#### Work instructions:
Report only the number of lines in the entries below that hold the word "ANTONIO".

#### Input records:
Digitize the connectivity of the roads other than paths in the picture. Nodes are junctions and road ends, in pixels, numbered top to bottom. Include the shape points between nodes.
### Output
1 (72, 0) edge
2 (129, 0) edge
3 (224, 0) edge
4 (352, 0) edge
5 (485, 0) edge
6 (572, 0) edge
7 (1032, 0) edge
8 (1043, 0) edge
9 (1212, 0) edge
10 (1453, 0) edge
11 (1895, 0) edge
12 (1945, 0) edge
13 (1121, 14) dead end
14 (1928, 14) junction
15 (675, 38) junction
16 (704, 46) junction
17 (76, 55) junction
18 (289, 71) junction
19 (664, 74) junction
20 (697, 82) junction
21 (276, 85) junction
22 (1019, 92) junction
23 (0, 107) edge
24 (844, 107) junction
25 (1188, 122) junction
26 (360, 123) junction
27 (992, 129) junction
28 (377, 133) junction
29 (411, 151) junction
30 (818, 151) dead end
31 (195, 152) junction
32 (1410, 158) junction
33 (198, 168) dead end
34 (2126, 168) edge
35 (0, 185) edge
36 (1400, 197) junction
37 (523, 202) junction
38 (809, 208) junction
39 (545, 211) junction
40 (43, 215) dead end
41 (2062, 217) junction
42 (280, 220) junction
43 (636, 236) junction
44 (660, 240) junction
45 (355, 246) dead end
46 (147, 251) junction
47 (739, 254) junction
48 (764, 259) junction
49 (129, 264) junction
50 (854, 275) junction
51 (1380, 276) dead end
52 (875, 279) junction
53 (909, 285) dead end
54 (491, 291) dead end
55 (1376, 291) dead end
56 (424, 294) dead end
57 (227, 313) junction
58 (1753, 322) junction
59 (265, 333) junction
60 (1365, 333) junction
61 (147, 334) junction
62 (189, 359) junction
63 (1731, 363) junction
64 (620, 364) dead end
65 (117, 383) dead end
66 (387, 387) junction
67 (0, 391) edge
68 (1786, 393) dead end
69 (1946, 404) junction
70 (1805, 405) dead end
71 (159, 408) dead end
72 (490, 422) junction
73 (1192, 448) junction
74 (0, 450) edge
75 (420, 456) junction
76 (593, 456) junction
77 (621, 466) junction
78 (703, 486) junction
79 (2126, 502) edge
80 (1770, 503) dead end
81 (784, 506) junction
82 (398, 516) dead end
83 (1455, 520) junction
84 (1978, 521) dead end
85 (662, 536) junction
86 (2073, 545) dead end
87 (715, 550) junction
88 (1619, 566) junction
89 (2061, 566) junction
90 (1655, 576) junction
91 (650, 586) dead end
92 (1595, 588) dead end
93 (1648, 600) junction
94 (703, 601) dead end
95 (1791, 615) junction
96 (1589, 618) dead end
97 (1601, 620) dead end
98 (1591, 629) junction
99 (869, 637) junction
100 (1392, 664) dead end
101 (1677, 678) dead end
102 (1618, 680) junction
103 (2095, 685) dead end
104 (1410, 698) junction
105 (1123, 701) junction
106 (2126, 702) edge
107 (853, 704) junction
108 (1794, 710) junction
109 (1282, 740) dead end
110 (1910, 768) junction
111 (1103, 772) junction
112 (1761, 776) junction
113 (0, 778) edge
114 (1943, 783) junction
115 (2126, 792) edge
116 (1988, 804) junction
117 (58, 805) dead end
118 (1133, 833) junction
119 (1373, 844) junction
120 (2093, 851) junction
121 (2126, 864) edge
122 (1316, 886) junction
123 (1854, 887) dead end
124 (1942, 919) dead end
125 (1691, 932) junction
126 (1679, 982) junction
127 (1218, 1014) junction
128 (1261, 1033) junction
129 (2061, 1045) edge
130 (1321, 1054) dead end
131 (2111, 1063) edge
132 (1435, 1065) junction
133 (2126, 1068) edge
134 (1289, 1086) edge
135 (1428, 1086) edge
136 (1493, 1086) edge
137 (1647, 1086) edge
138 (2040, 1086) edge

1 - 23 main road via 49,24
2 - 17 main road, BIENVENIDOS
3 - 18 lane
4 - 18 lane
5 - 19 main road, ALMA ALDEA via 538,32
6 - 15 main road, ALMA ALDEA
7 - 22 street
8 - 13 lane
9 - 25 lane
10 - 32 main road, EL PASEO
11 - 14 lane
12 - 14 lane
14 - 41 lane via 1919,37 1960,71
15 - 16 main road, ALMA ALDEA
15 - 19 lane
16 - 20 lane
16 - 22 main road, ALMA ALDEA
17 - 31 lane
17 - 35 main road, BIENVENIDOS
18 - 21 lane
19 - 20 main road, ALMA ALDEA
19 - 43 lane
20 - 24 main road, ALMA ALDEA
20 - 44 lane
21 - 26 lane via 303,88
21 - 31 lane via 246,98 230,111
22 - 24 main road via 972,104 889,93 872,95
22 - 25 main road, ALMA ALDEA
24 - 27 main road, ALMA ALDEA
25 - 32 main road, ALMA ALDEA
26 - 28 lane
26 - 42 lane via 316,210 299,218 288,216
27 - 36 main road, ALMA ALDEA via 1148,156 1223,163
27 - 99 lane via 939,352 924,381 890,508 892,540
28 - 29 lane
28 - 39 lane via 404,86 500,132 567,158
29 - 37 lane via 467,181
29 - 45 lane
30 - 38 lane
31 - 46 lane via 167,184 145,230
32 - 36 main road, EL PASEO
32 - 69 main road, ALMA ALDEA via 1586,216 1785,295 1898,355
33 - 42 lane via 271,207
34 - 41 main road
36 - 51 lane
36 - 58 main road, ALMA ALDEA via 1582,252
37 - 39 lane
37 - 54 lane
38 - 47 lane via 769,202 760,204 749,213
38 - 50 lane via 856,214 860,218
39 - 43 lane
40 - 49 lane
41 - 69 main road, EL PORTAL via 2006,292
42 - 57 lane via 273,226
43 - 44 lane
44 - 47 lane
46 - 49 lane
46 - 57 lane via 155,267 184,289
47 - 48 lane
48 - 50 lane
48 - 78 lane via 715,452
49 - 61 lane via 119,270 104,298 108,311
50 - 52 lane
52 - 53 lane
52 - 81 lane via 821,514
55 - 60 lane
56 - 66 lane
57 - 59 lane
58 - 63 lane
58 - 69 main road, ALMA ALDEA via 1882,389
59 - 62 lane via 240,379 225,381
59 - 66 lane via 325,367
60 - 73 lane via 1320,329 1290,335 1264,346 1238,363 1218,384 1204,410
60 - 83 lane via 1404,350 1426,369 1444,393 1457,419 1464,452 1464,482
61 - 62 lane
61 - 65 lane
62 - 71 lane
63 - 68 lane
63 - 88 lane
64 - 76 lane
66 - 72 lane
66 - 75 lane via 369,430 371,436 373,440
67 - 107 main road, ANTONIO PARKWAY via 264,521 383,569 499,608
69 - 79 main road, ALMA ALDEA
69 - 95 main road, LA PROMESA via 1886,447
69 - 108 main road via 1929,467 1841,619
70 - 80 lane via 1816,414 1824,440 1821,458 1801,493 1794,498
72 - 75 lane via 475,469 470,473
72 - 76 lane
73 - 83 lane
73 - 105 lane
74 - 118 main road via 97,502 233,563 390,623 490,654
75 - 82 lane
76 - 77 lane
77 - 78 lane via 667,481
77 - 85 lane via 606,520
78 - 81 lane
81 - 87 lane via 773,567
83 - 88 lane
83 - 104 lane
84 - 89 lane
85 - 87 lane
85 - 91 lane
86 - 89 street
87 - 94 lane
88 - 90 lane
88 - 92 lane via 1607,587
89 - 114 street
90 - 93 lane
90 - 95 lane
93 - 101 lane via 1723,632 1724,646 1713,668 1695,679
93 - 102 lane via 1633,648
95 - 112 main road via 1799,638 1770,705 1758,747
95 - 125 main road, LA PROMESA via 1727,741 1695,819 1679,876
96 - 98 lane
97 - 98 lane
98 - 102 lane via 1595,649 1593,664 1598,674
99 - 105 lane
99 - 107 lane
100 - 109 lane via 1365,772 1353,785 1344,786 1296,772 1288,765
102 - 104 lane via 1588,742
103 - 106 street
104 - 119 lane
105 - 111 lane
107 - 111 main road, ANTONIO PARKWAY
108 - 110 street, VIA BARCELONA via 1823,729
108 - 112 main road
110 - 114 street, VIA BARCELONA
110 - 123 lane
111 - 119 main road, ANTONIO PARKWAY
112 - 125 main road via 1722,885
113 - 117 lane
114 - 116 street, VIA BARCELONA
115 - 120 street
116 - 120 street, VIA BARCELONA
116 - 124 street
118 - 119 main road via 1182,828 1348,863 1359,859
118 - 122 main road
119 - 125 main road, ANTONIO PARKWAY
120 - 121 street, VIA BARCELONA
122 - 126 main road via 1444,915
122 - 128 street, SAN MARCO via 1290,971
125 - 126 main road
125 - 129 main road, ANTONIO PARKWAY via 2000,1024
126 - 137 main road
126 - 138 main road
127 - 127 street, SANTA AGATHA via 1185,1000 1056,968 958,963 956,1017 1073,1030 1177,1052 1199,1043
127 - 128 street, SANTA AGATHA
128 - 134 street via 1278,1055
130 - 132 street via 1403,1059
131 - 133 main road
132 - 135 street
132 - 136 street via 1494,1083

#### Exercise output:
5